- [RAW DATA]
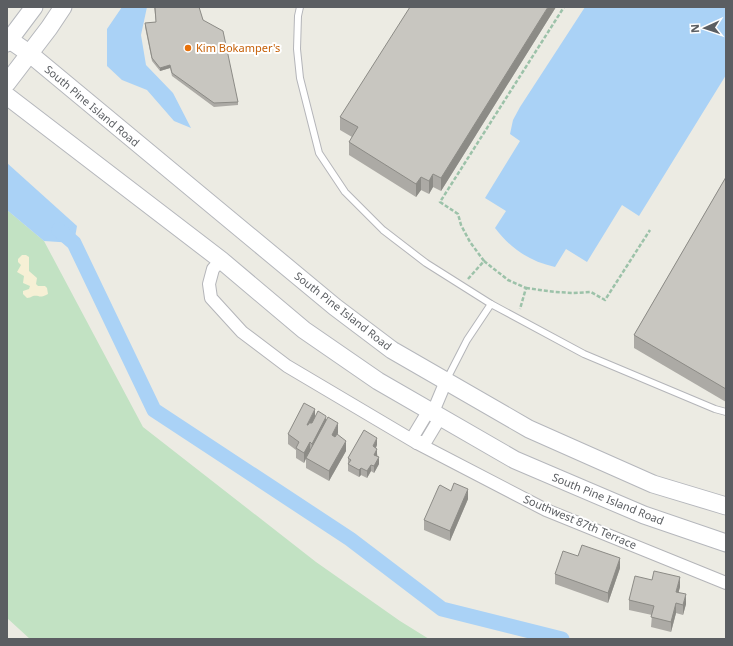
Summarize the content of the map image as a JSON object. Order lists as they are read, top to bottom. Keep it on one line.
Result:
{"streets":{"main road":["South Pine Island Road"],"street":["Southwest 87th Terrace"]},"crossings":[["South Pine Island Road","Southwest 87th Terrace"]],"places":["Kim Bokamper's"],"north":"left"}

- [EXERCISE DESCRIPTION] An exact transcription of the material is required, without any pictures.

- [PROBLEM SOLUTION]
Summarize the content of the map image as a JSON object. Order lists as they are read, top to bottom. Keep it on one line.
Result:
{"streets":{"main road":["South Pine Island Road"],"street":["Southwest 87th Terrace"]},"crossings":[["South Pine Island Road","Southwest 87th Terrace"]],"places":["Kim Bokamper's"],"north":"left"}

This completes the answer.